But in the months ahead, things changed. In January, 2011, the Peter Coates-chaired Santos board approved a $US16 billion plan to go ahead with two LNG trains from the beginning….as a result of the decision and a series of other factors, GLNG last quarter had to buy more than half the gas it exported from other parties.

…In hindsight, assumptions that gave Santos confidence it could find the gas to support two LNG trains, and which were gradually revealed to investors as the project progressed, look more like leaps of faith.

…When GLNG was approved as a two-train project, Mr Knox assuredly answered questions about gas reserves.

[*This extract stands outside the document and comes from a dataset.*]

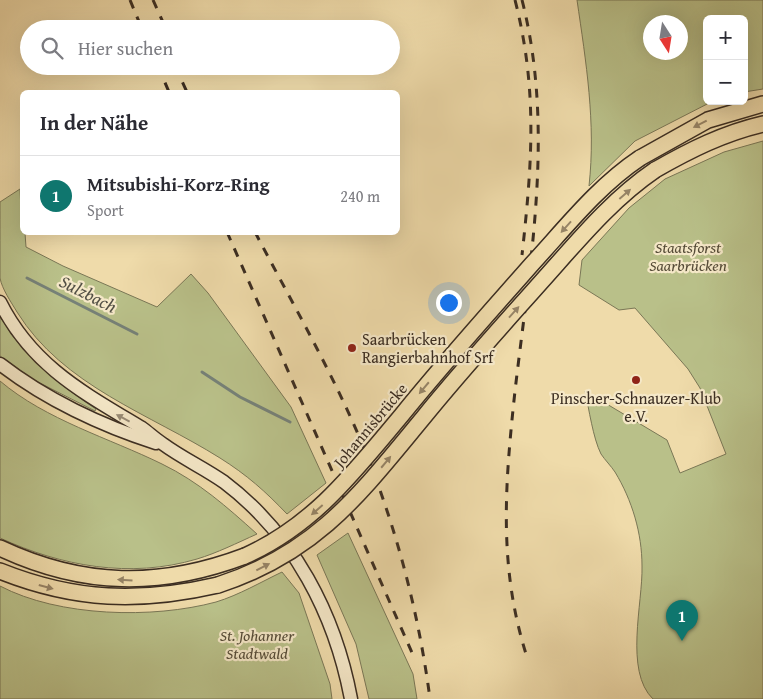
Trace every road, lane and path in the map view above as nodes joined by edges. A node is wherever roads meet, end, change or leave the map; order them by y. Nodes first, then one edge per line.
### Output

“We have plenty of gas,” he told investors. “We have the ­reserves we require, which is why we’ve not been participating in acquisitions in Queensland of late — we have the reserves, we’re very confident of that.”

But even then, and unbeknown to investors, Santos was planning more domestic gas purchases, from a domestic market where it had wrongly expected prices to stay low. This was revealed in August 2012, after the GLNG budget rose by $US2.5bn to $US18.5bn because, Santos said, of extra drilling and compression requirements.

And now we need to import bricks as the gas gangsters force the entire east coast economy to its knees to bail out their grotesque capital misalloaction into gas export overcapacity.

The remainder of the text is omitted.